Ahora mismo, en el Espai d’Art se expone obra de Francesc Gimeno y Jaime Súnico, cara a cara: el primero, entre los siglos XIX y XX, con una obsesiva tendencia al autorretrato (casi obligada por su precario momento vital); el segundo (ya de mediados del siglo XX), depositando pasta y espátula coloreada en los retratos, ambos con una mirada subversiva y llena de coraje. Me explica Artur, junto con su hermana Mònica, que la puerta de entrada luce una hoja de Subirachs porque su padre fue marchante de Subirachs durante cuarenta años, cuando tanto el anticuario como la galería estaban en la calle de la Palla. Pronto, en estas mismas paredes, veremos grabados de Miquel Barceló. Y, también pronto, un libro sobre la génesis de todo ello. Cien años no se cumplen todos los días.
La fecha de 1926 es la que debían tomar como referencia, pero ya en 1893 el bisabuelo hizo transitar la joyería de su hermana hacia el sector de las antigüedades. Todo ello, en Sitges. Utrillo era amigo del bisabuelo (Artur Ramon) y le vendió aproximadamente 200 objetos antiguos, que hoy se encuentran en el Palau de Maricel. Charles Deering (el industrial norteamericano que encargó a Utrillo las obras del palacio de Sitges) se enfadó por desavenencias monetarias y se marchó a Chicago, llevándose consigo la mayor parte de las piezas (por ejemplo, la valiosísima tabla de Sant Jordi i la princesa de Bernat Martorell).
Es entonces cuando el bisabuelo empieza a organizar exposiciones, a asistir a subastas, a presenciar el fenómeno del turismo en Sitges, la urbanización de Terramar, la aspiración a ser la Riviera francesa del sur… Todo ello ayuda a hacer crecer el negocio, que pasa a manos del abuelo (Artur Ramon), hasta que llega la Guerra Civil y es encarcelado en el barco Argentina. Al ser liberado, comienza la etapa barcelonesa de los Ramon. Eso sí: desde cero. Todo había desaparecido a causa de la guerra.
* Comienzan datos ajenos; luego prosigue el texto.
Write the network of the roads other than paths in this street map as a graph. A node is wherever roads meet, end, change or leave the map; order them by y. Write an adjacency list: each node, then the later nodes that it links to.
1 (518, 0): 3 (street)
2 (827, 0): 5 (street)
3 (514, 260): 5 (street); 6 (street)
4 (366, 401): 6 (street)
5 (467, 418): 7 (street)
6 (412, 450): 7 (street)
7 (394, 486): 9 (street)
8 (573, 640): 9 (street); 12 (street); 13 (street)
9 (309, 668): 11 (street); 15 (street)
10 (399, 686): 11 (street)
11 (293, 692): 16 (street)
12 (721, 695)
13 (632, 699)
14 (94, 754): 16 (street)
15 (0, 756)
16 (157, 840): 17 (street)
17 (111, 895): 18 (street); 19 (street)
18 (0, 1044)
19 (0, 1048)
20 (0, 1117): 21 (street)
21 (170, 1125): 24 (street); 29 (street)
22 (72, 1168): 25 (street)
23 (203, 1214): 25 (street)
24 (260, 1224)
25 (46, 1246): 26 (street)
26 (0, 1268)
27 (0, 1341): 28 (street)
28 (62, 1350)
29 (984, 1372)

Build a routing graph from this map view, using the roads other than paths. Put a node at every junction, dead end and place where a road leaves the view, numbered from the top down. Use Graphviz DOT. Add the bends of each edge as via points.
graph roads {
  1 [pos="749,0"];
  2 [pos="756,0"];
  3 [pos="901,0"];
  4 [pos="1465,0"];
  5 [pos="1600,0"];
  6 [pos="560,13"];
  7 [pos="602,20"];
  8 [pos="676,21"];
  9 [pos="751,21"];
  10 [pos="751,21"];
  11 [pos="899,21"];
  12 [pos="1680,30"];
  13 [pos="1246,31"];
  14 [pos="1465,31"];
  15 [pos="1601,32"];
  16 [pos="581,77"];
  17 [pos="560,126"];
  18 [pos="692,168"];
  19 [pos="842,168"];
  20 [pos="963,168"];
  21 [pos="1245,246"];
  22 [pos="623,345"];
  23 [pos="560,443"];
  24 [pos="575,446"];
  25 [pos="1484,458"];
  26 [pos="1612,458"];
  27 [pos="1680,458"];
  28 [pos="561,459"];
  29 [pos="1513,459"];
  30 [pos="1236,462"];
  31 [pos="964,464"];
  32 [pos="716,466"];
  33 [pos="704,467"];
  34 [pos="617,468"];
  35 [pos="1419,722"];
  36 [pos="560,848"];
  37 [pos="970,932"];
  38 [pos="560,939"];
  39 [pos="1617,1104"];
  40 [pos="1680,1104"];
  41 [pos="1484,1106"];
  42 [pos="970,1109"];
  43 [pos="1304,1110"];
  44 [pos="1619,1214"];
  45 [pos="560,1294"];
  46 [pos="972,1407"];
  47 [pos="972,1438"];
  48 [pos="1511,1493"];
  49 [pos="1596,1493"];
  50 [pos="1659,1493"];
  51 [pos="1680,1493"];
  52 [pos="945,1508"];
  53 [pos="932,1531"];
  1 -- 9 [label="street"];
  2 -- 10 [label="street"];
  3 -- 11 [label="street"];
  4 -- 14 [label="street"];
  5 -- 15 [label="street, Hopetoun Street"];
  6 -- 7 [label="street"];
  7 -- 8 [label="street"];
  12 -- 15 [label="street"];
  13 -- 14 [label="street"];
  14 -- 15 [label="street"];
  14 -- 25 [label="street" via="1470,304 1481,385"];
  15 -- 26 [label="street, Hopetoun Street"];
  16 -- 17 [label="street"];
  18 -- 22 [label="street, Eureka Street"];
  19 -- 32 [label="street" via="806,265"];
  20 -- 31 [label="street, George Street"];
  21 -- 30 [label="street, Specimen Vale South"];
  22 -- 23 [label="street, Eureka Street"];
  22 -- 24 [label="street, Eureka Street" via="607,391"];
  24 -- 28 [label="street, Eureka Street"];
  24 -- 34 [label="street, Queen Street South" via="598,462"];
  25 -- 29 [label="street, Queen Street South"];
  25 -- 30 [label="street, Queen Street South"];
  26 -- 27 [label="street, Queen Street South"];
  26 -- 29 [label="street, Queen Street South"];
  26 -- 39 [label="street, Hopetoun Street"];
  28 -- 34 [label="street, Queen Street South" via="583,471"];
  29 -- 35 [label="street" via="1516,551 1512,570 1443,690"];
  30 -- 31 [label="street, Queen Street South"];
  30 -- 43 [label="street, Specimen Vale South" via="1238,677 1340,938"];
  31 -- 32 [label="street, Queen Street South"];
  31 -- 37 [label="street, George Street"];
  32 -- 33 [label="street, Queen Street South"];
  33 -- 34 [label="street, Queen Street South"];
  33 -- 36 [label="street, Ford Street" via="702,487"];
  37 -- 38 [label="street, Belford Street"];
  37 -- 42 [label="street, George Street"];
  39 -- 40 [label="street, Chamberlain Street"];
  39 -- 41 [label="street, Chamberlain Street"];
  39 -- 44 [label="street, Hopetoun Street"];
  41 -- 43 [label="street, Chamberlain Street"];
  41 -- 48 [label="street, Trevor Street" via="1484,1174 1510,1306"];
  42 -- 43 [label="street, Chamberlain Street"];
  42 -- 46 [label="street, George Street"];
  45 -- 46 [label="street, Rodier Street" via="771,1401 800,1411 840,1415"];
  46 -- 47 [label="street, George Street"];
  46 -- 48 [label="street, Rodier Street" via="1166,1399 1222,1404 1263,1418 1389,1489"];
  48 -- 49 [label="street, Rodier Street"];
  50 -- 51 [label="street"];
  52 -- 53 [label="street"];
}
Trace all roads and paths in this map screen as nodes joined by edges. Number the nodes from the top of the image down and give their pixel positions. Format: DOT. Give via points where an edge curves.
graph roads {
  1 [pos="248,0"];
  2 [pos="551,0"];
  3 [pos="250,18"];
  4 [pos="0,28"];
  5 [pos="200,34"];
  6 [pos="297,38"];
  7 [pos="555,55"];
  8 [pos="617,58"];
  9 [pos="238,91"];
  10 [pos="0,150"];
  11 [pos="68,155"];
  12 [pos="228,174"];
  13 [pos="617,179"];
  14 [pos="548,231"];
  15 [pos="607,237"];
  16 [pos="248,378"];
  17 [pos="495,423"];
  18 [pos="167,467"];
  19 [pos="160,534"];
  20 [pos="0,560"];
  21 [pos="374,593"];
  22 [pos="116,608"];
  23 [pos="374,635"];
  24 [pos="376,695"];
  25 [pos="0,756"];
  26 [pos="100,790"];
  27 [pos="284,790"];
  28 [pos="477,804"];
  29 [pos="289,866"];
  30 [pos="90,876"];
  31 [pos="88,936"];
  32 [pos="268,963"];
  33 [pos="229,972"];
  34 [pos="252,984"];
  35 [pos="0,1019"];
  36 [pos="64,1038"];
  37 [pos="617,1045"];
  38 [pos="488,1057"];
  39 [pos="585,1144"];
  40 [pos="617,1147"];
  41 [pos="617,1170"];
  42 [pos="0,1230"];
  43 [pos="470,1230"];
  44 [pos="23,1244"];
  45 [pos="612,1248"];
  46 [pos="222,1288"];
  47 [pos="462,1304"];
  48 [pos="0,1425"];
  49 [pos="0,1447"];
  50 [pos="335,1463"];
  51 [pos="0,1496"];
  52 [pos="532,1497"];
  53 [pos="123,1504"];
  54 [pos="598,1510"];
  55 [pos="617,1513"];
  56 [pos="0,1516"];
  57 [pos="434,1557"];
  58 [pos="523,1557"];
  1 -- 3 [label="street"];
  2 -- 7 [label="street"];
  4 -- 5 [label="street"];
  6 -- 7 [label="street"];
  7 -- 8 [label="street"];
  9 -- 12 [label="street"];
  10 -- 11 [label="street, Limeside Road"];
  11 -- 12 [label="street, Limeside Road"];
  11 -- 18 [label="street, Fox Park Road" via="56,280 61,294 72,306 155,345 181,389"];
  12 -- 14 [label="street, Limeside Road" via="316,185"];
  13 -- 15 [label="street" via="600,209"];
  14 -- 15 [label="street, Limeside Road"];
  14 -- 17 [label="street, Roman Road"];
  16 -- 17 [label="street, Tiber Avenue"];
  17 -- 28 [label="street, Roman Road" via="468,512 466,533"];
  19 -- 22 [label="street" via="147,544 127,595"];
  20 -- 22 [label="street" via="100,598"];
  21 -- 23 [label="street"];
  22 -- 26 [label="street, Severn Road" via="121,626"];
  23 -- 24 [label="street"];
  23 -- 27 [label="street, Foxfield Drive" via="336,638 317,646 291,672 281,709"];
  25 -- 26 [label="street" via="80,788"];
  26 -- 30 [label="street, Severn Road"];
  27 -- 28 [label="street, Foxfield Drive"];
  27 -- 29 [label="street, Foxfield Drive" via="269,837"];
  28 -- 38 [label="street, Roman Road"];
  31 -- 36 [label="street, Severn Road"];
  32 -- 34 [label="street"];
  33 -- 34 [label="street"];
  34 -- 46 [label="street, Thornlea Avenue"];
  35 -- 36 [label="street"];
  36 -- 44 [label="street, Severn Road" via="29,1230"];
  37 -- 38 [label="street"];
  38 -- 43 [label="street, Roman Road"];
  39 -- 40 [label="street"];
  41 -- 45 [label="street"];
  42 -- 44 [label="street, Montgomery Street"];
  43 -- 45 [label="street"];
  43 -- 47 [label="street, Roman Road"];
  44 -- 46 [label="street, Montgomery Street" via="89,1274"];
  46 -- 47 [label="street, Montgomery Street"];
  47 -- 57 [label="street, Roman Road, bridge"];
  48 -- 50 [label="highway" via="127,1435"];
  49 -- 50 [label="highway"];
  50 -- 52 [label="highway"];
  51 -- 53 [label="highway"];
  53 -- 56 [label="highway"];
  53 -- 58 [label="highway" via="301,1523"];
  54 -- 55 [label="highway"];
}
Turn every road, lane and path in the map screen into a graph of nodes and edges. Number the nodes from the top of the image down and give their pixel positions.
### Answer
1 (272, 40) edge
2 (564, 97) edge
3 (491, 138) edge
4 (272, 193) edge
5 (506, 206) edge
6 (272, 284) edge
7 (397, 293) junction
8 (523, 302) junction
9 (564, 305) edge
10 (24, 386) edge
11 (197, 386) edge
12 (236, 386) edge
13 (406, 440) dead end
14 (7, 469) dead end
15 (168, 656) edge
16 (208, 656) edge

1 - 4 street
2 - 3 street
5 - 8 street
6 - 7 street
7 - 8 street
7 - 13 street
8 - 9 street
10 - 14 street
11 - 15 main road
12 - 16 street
Desde la galería defienden que el arte no es un lujo: es cultura. © Maite Caramés
Barcelona significa continuar con la línea de venta de antigüedades y restauración de piezas, hasta que, en 1942 se inaugura el establecimiento de la calle de la Palla. Allí permanecieron hasta 2017. Cuando se les pregunta por qué se trasladaron a Bailèn con Ausiàs March responden lo que temíamos: el Gótico se ha transformado en un ecosistema excesivamente turístico. Lo que más le gusta a Artur Ramon (tercera generación) de su profesión es que cada día es distinto y que le permite profundizar en la historia de las piezas y también de las personas. Permite conocer perfiles extraordinarios de gente y, además, convivir con el arte (me dice, mientras nos observa una magnífica gitana de Nonell recién restaurada en la estantería bien iluminada del fondo) es una experiencia muy gratificante. El proceso de restaurar, de conocer, de enmarcar, de no dar nada por sabido porque siempre hay un elemento sorprendente. Obligarse a estudiar, a revisar, a estar seguro de las cosas.
Él y Mònica destacan la presencia internacional alcanzada, especialmente en las ferias de Maastricht y Londres (la feria Frieze), lo que equivale a competir en la Champions. En lo más alto. Para acceder a Maastricht tuvieron que luchar durante siete años, gracias a su importantísima selección de dibujos (en el mercado internacional no te aceptan la entrada si no estás muy especializado). A partir de estas colecciones encontraron un espacio en el área Works of Art de la feria. Ahora ya no están en ese rincón sectorial: ahora llevan tanto los dibujos como obras de Sean Scully, Miró, Barceló o Tàpies. Maastricht, explican, te coloca junto a los dealers más importantes del mundo. Estar allí es, por tanto, pertenecer a un club muy selecto. A una élite.
Un aviso, sin embargo: sin esta apertura internacional, habrían tenido que cerrar. Como ocurre también en el mundo de los artistas catalanes, que hasta que triunfan internacionalmente se estrellan en su propio país. Hoy la galería Artur Ramon vende piezas a algún cliente local y a algún museo nacional, sí, pero no habría sido suficiente: “Nos hemos quedado casi solos en el sector en Barcelona”, lamentan. Artur Ramon Tercero (su padre) compraba piezas fuera y la gente de Barcelona las adquiría. Ahora, Artur Ramon Cuarto compra las piezas aquí y debe venderlas fuera.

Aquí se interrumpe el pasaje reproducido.